I guess all this came about from spending my youth in my father's retail western store/saddle shop. We stocked Western and English riding boots, in limited styles and quantities. We could special order anything, but customers like to handle what they're buying, so you've got to have at least a few pairs on the shelves. 

English boots are basically made of canvas (for summer), rubber (for barnyards), or leather (for everything else) and come in brown, black, or black with scarlet cuffs around the tops (fox hunting attire). Oh, and there are the little ankle length, jodphurs; can't forget them. Field boots have laces over the instep, dress (formal riding attire) are plain. English boots are like English food: there's not a lot of variety on the table, unless you're talking about pudding and we are definitely not talking about that.

Western boots, on the other hand, thrive on variety. Some have short, shoe-like heels and others the traditional cowboy style with three-four inch under-slung heels that angle downward in the direction of the toes. Tops can range from eight inches to knee length and toes can be rounded or sharp enough to use for a hole punch. And then there's the stitching or patterns cut into the top. They're decorative, sure, but also functional. The more rows of stitching there are, the less likely the tops will wrinkle around your ankles with age and the influence of gravity. If only faces had that advantage.

Colors abound as well as kinds of leather. Cowhide, water buffalo, or waxed calf for work boots; kangaroo, lizard, ostrich, fine calf, for "dressin' up and goin' to town," boots.

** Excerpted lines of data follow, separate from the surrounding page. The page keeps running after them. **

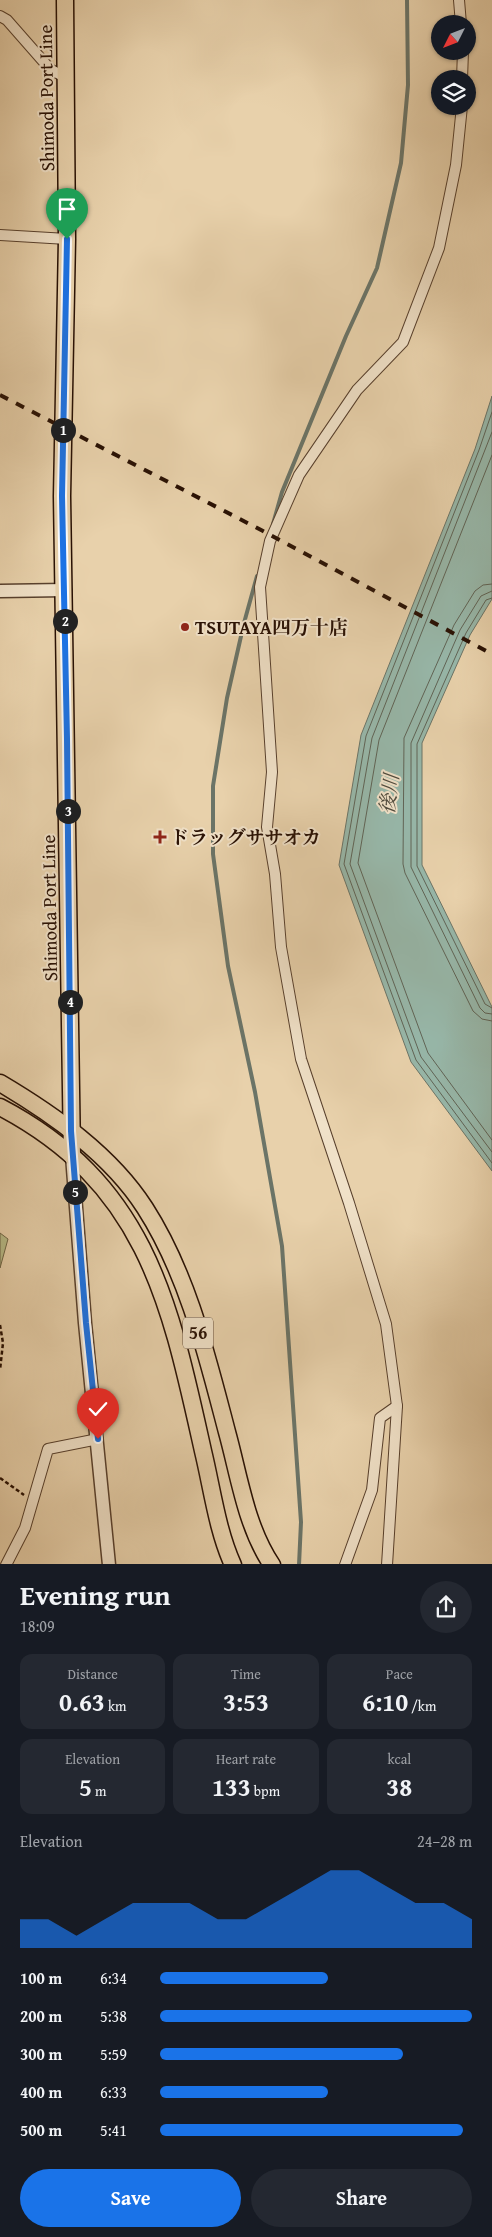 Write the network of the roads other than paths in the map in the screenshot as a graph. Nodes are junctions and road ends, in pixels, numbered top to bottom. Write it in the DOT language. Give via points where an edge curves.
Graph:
graph roads {
  1 [pos="65,0"];
  2 [pos="459,0"];
  3 [pos="460,15"];
  4 [pos="0,16"];
  5 [pos="66,78"];
  6 [pos="461,115"];
  7 [pos="0,235"];
  8 [pos="67,239"];
  9 [pos="65,590"];
  10 [pos="0,591"];
  11 [pos="0,1083"];
  12 [pos="0,1107"];
  13 [pos="71,1131"];
  14 [pos="72,1156"];
  15 [pos="397,1406"];
  16 [pos="98,1439"];
  17 [pos="6,1564"];
  18 [pos="109,1564"];
  19 [pos="233,1564"];
  20 [pos="272,1564"];
  21 [pos="345,1564"];
  22 [pos="387,1564"];
  1 -- 5 [label="main road, Shimoda Port Line"];
  2 -- 3 [label="street"];
  4 -- 5 [label="street" via="50,69"];
  5 -- 8 [label="main road, Shimoda Port Line"];
  6 -- 15 [label="street" via="456,165 439,248 403,342 357,390 299,475 270,541 260,587 272,772 267,828 275,874 281,947 302,1059 386,1324"];
  7 -- 8 [label="street"];
  8 -- 9 [label="main road, Shimoda Port Line" via="62,496"];
  9 -- 10 [label="street"];
  9 -- 13 [label="main road, Shimoda Port Line"];
  11 -- 13 [label="main road, 56"];
  12 -- 14 [label="main road, 56"];
  13 -- 14 [label="main road, Shimoda Port Line"];
  13 -- 20 [label="main road, 56" via="118,1173 145,1208 173,1260 209,1364 253,1525"];
  14 -- 16 [label="street"];
  14 -- 19 [label="main road, 56" via="123,1214 147,1256 178,1342 218,1519"];
  15 -- 21 [label="street" via="380,1418 372,1490"];
  15 -- 22 [label="street"];
  16 -- 17 [label="street" via="48,1449 25,1528"];
  16 -- 18 [label="street"];
}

I have a pair made from shark skin my father ordered for me during my first year in seminary and they still look good. I used to spend hours, when the store was empty and I should have been dusting or sweeping, looking through boot catalogs, wishing and dreaming.

So, yeah, I'm a "shoe guy," as well as a "car guy," and a "horse and dog guy," but I come by it honestly. There's no fetish here. The way to my heart is not through my feet. Invite me over for dinner and my shoes will be polished, but don't expect me to bring along my kit to do yours. A sincere compliment you'll get, but maintenance is up to you. My "thing" about shoes only takes me so far.    

(Creative Commons image by BCR Librarian via Flickr)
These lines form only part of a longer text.